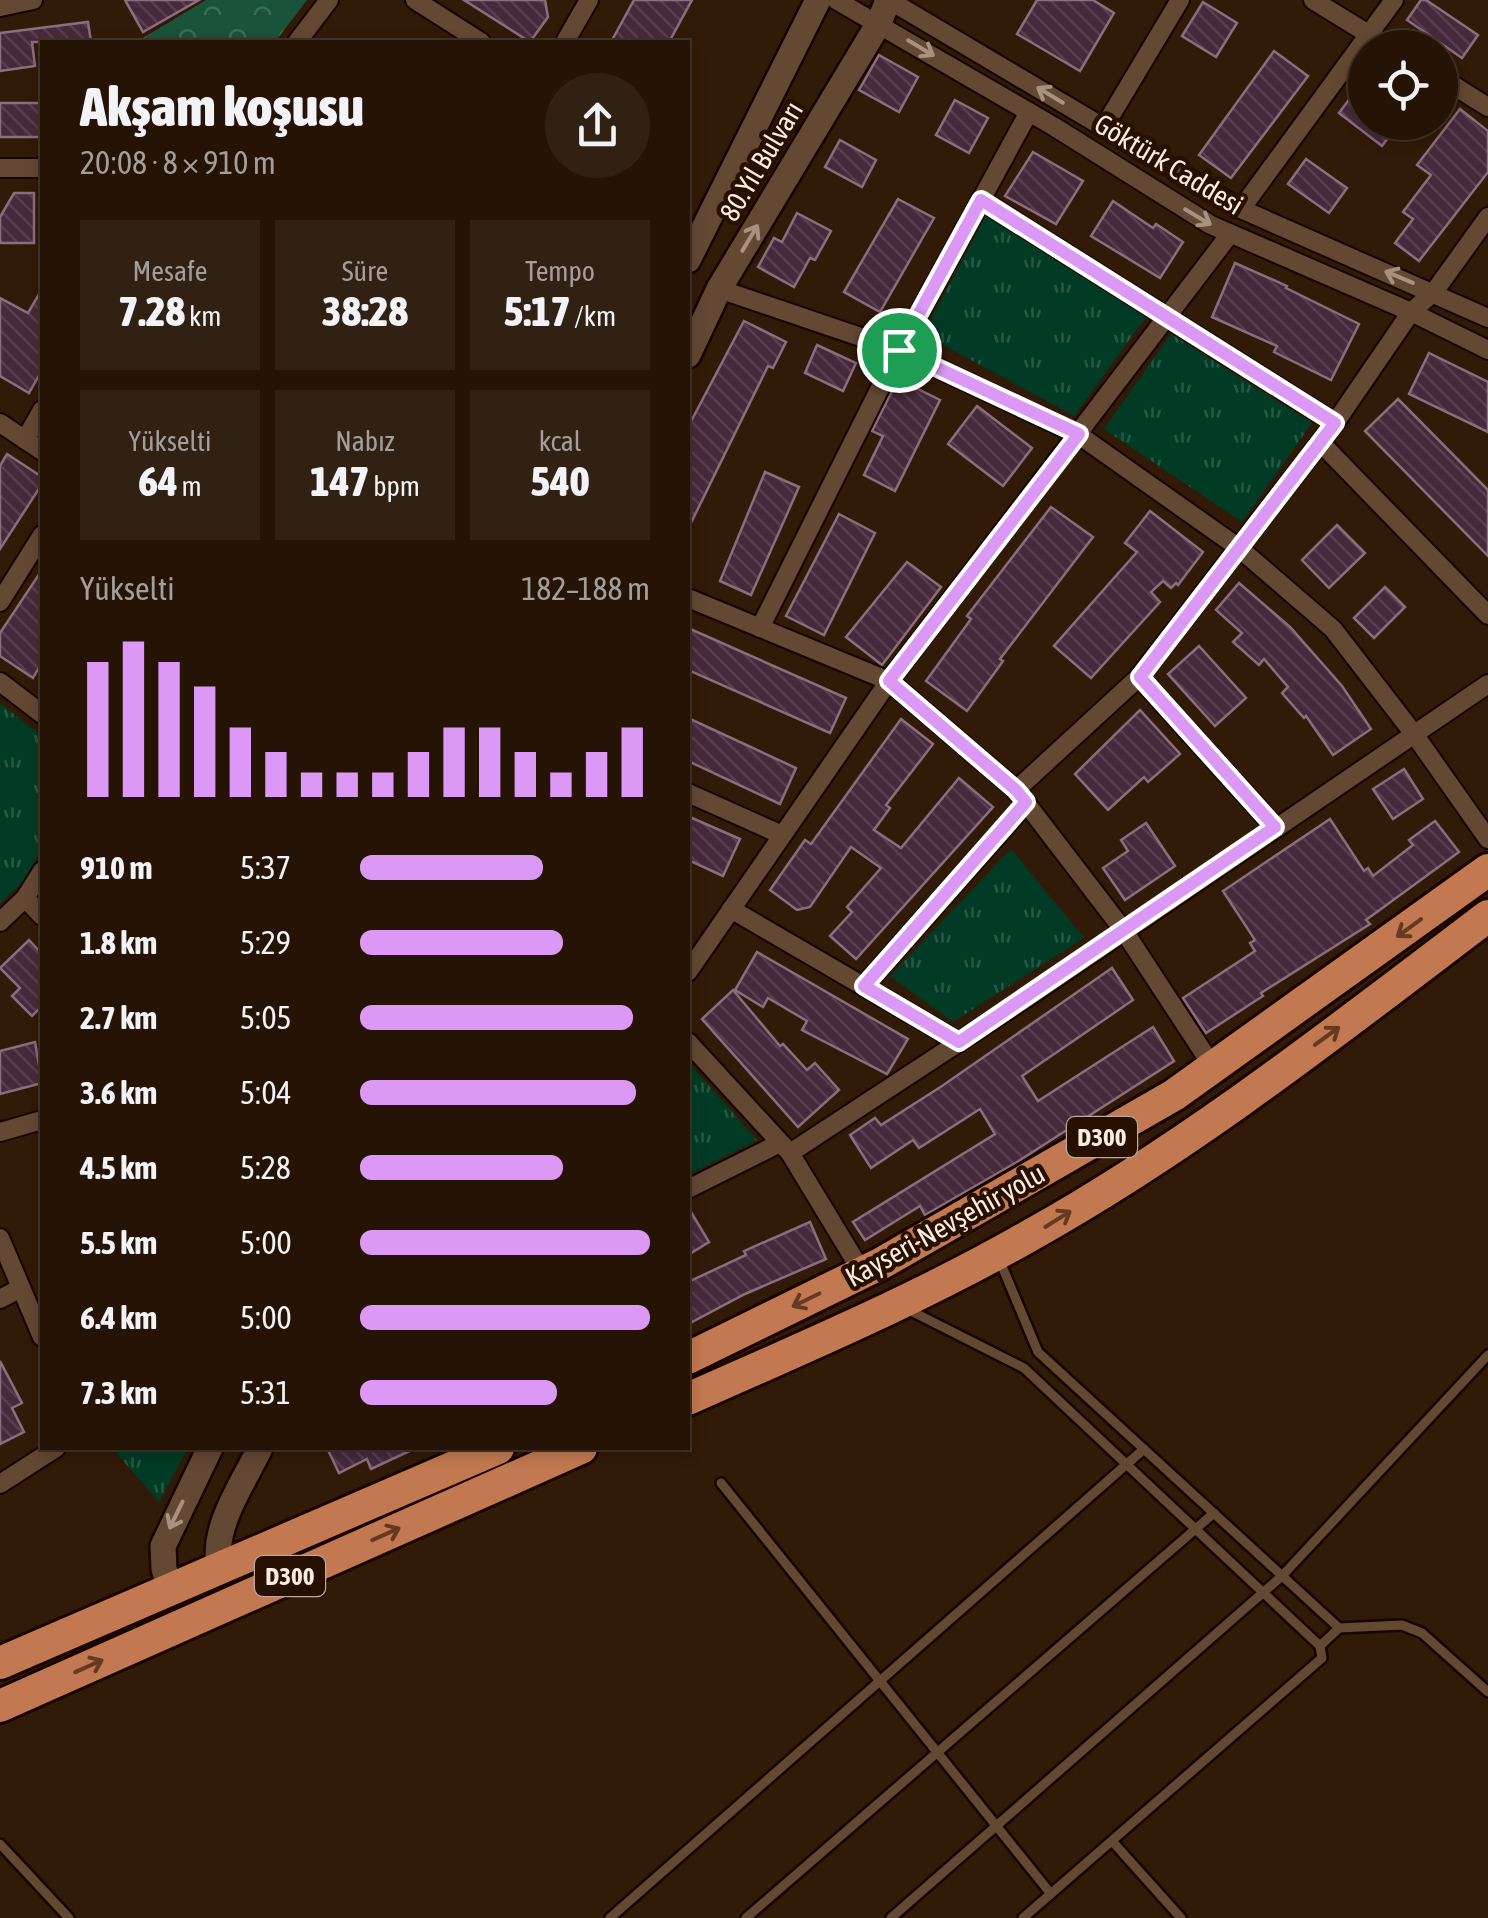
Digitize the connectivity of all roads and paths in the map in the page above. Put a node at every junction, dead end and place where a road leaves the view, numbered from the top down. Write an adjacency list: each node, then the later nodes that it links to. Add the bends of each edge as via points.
1 (33, 0): 10 (street)
2 (329, 0): 14 (street)
3 (414, 0): 15 (street)
4 (589, 0): 16 (street)
5 (818, 0): 28 (street, 80.Yıl Bulvarı)
6 (836, 0): 11 (street, Göktürk Caddesi)
7 (1180, 0): 21 (street)
8 (1313, 0): 12 (street)
9 (1394, 0): 13 (street)
10 (0, 7)
11 (885, 8): 20 (street, Göktürk Caddesi, one-way to 20); 21 (street, Göktürk Caddesi, one-way to 11); 29 (street, 80.Yıl Bulvarı, one-way to 11)
12 (1362, 30)
13 (1371, 30)
14 (299, 40)
15 (478, 40)
16 (566, 40)
17 (1348, 62): 25 (street)
18 (1458, 89): 19 (street)
19 (1488, 107)
20 (1029, 112): 24 (street); 27 (street, Göktürk Caddesi, one-way to 27)
21 (1104, 128): 25 (street, Göktürk Caddesi)
22 (0, 168): 23 (street)
23 (40, 168)
24 (981, 200): 32 (street); 34 (street)
25 (1241, 209): 30 (street, Göktürk Caddesi, one-way to 25)
26 (1488, 217): 30 (street)
27 (1230, 234): 31 (street, Göktürk Caddesi); 32 (street)
28 (690, 256)
29 (719, 288): 34 (street); 36 (street, 80.Yıl Bulvarı)
30 (1434, 292): 31 (street); 33 (street, Göktürk Caddesi)
31 (1411, 312): 35 (street, Göktürk Caddesi); 39 (street)
32 (1166, 318): 39 (street); 40 (street)
33 (1488, 318)
34 (899, 350): 40 (street); 49 (street)
35 (1488, 350)
36 (690, 351)
37 (40, 414): 41 (street)
38 (0, 423): 41 (street)
39 (1335, 423): 42 (street)
40 (1079, 434): 45 (street); 51 (street)
41 (26, 440): 43 (street)
42 (1320, 442): 45 (street); 48 (street)
43 (40, 450)
44 (40, 538): 47 (street)
45 (1239, 548): 50 (street); 55 (street, via 1333,629)
46 (690, 599): 49 (street)
47 (0, 602)
48 (1488, 615)
49 (760, 628): 51 (street)
50 (1140, 677): 57 (street); 58 (street)
51 (889, 681): 57 (street); 59 (street)
52 (0, 682): 54 (street)
53 (1488, 684): 55 (street)
54 (40, 712)
55 (1414, 734): 58 (street); 60 (street)
56 (690, 794): 59 (street)
57 (1021, 796): 68 (street); 70 (street)
58 (1275, 827): 68 (street)
59 (782, 836): 64 (street)
60 (1488, 840)
61 (1488, 870): 73 (highway, Kayseri-Nevşehir yolu / D300, one-way to 73)
62 (40, 874): 63 (street)
63 (25, 898): 65 (street); 67 (street)
64 (731, 908): 69 (street); 70 (street)
65 (40, 914)
66 (1488, 916): 79 (highway, Kayseri-Nevşehir yolu / D300, one-way to 66, via 1194,1134)
67 (0, 922)
68 (1124, 931): 71 (street); 73 (street)
69 (690, 969)
70 (864, 986): 71 (street)
71 (959, 1042): 76 (street)
72 (690, 1044): 76 (street)
73 (1213, 1068): 80 (highway, Kayseri-Nevşehir yolu / D300)
74 (40, 1121): 75 (street)
75 (0, 1132)
76 (785, 1148): 77 (street); 80 (street)
77 (690, 1188)
78 (0, 1238): 81 (street)
79 (997, 1254): 83 (highway, Kayseri-Nevşehir yolu / D300); 88 (lane, via 1038,1352)
80 (862, 1272): 86 (highway, Kayseri-Nevşehir yolu / D300, one-way to 86)
81 (22, 1288): 82 (street); 84 (street)
82 (0, 1299)
83 (898, 1304): 87 (highway, Kayseri-Nevşehir yolu / D300); 94 (lane, via 1024,1368)
84 (40, 1331)
85 (1488, 1355): 100 (lane)
86 (690, 1357)
87 (690, 1399)
88 (1144, 1449): 94 (lane); 97 (lane)
89 (53, 1450): 96 (street)
90 (209, 1450): 101 (street, one-way to 101, via 163,1546)
91 (259, 1450): 99 (street, via 222,1529)
92 (493, 1450): 99 (highway, D300)
93 (576, 1450): 103 (highway, D300, one-way to 93)
94 (1128, 1466): 98 (lane); 108 (lane)
95 (721, 1483): 108 (lane)
96 (0, 1484)
97 (1214, 1514): 98 (lane); 100 (lane)
98 (1196, 1529): 102 (lane); 111 (lane)
99 (219, 1566): 101 (highway, D300); 103 (highway)
100 (1282, 1576): 102 (lane); 105 (lane)
101 (170, 1587): 104 (highway); 107 (highway, D300)
102 (1263, 1592): 106 (lane); 112 (lane)
103 (234, 1601): 104 (highway, D300)
104 (184, 1622): 110 (highway, D300, one-way to 104)
105 (1339, 1628): 106 (lane); 109 (lane, via 1402,1625 1422,1633)
106 (1320, 1646): 113 (lane, via 1322,1658)
107 (0, 1663)
108 (880, 1682): 111 (lane); 117 (lane)
109 (1488, 1692)
110 (0, 1706)
111 (938, 1752): 112 (lane); 118 (lane)
112 (996, 1826): 115 (lane); 119 (lane)
113 (1112, 1841): 115 (lane); 121 (lane)
114 (0, 1844): 116 (lane)
115 (1051, 1894): 120 (lane)
116 (70, 1918)
117 (610, 1918)
118 (746, 1918)
119 (891, 1918)
120 (1024, 1918)
121 (1181, 1918)

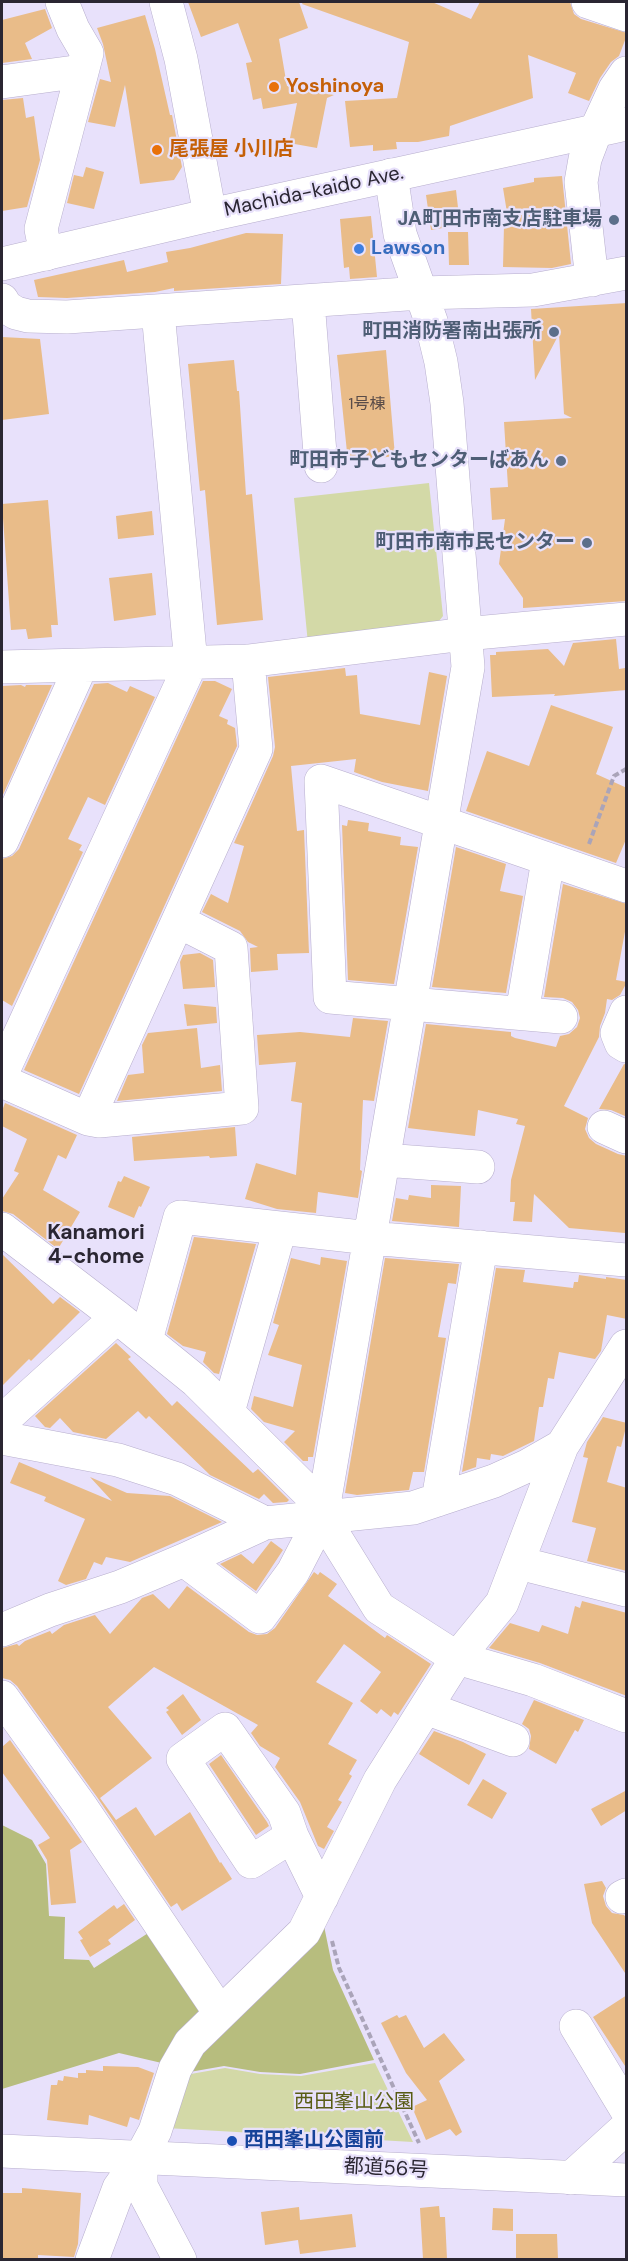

_Exercise goal_
Output all the material above exactly once more, leaving every picture out.

_Exercise result_
Digitize the connectivity of all roads and paths in the map in the page above. Put a node at every junction, dead end and place where a road leaves the view, numbered from the top down. Write an adjacency list: each node, then the later nodes that it links to. Add the bends of each edge as via points.
1 (33, 0): 10 (street)
2 (329, 0): 14 (street)
3 (414, 0): 15 (street)
4 (589, 0): 16 (street)
5 (818, 0): 28 (street, 80.Yıl Bulvarı)
6 (836, 0): 11 (street, Göktürk Caddesi)
7 (1180, 0): 21 (street)
8 (1313, 0): 12 (street)
9 (1394, 0): 13 (street)
10 (0, 7)
11 (885, 8): 20 (street, Göktürk Caddesi, one-way to 20); 21 (street, Göktürk Caddesi, one-way to 11); 29 (street, 80.Yıl Bulvarı, one-way to 11)
12 (1362, 30)
13 (1371, 30)
14 (299, 40)
15 (478, 40)
16 (566, 40)
17 (1348, 62): 25 (street)
18 (1458, 89): 19 (street)
19 (1488, 107)
20 (1029, 112): 24 (street); 27 (street, Göktürk Caddesi, one-way to 27)
21 (1104, 128): 25 (street, Göktürk Caddesi)
22 (0, 168): 23 (street)
23 (40, 168)
24 (981, 200): 32 (street); 34 (street)
25 (1241, 209): 30 (street, Göktürk Caddesi, one-way to 25)
26 (1488, 217): 30 (street)
27 (1230, 234): 31 (street, Göktürk Caddesi); 32 (street)
28 (690, 256)
29 (719, 288): 34 (street); 36 (street, 80.Yıl Bulvarı)
30 (1434, 292): 31 (street); 33 (street, Göktürk Caddesi)
31 (1411, 312): 35 (street, Göktürk Caddesi); 39 (street)
32 (1166, 318): 39 (street); 40 (street)
33 (1488, 318)
34 (899, 350): 40 (street); 49 (street)
35 (1488, 350)
36 (690, 351)
37 (40, 414): 41 (street)
38 (0, 423): 41 (street)
39 (1335, 423): 42 (street)
40 (1079, 434): 45 (street); 51 (street)
41 (26, 440): 43 (street)
42 (1320, 442): 45 (street); 48 (street)
43 (40, 450)
44 (40, 538): 47 (street)
45 (1239, 548): 50 (street); 55 (street, via 1333,629)
46 (690, 599): 49 (street)
47 (0, 602)
48 (1488, 615)
49 (760, 628): 51 (street)
50 (1140, 677): 57 (street); 58 (street)
51 (889, 681): 57 (street); 59 (street)
52 (0, 682): 54 (street)
53 (1488, 684): 55 (street)
54 (40, 712)
55 (1414, 734): 58 (street); 60 (street)
56 (690, 794): 59 (street)
57 (1021, 796): 68 (street); 70 (street)
58 (1275, 827): 68 (street)
59 (782, 836): 64 (street)
60 (1488, 840)
61 (1488, 870): 73 (highway, Kayseri-Nevşehir yolu / D300, one-way to 73)
62 (40, 874): 63 (street)
63 (25, 898): 65 (street); 67 (street)
64 (731, 908): 69 (street); 70 (street)
65 (40, 914)
66 (1488, 916): 79 (highway, Kayseri-Nevşehir yolu / D300, one-way to 66, via 1194,1134)
67 (0, 922)
68 (1124, 931): 71 (street); 73 (street)
69 (690, 969)
70 (864, 986): 71 (street)
71 (959, 1042): 76 (street)
72 (690, 1044): 76 (street)
73 (1213, 1068): 80 (highway, Kayseri-Nevşehir yolu / D300)
74 (40, 1121): 75 (street)
75 (0, 1132)
76 (785, 1148): 77 (street); 80 (street)
77 (690, 1188)
78 (0, 1238): 81 (street)
79 (997, 1254): 83 (highway, Kayseri-Nevşehir yolu / D300); 88 (lane, via 1038,1352)
80 (862, 1272): 86 (highway, Kayseri-Nevşehir yolu / D300, one-way to 86)
81 (22, 1288): 82 (street); 84 (street)
82 (0, 1299)
83 (898, 1304): 87 (highway, Kayseri-Nevşehir yolu / D300); 94 (lane, via 1024,1368)
84 (40, 1331)
85 (1488, 1355): 100 (lane)
86 (690, 1357)
87 (690, 1399)
88 (1144, 1449): 94 (lane); 97 (lane)
89 (53, 1450): 96 (street)
90 (209, 1450): 101 (street, one-way to 101, via 163,1546)
91 (259, 1450): 99 (street, via 222,1529)
92 (493, 1450): 99 (highway, D300)
93 (576, 1450): 103 (highway, D300, one-way to 93)
94 (1128, 1466): 98 (lane); 108 (lane)
95 (721, 1483): 108 (lane)
96 (0, 1484)
97 (1214, 1514): 98 (lane); 100 (lane)
98 (1196, 1529): 102 (lane); 111 (lane)
99 (219, 1566): 101 (highway, D300); 103 (highway)
100 (1282, 1576): 102 (lane); 105 (lane)
101 (170, 1587): 104 (highway); 107 (highway, D300)
102 (1263, 1592): 106 (lane); 112 (lane)
103 (234, 1601): 104 (highway, D300)
104 (184, 1622): 110 (highway, D300, one-way to 104)
105 (1339, 1628): 106 (lane); 109 (lane, via 1402,1625 1422,1633)
106 (1320, 1646): 113 (lane, via 1322,1658)
107 (0, 1663)
108 (880, 1682): 111 (lane); 117 (lane)
109 (1488, 1692)
110 (0, 1706)
111 (938, 1752): 112 (lane); 118 (lane)
112 (996, 1826): 115 (lane); 119 (lane)
113 (1112, 1841): 115 (lane); 121 (lane)
114 (0, 1844): 116 (lane)
115 (1051, 1894): 120 (lane)
116 (70, 1918)
117 (610, 1918)
118 (746, 1918)
119 (891, 1918)
120 (1024, 1918)
121 (1181, 1918)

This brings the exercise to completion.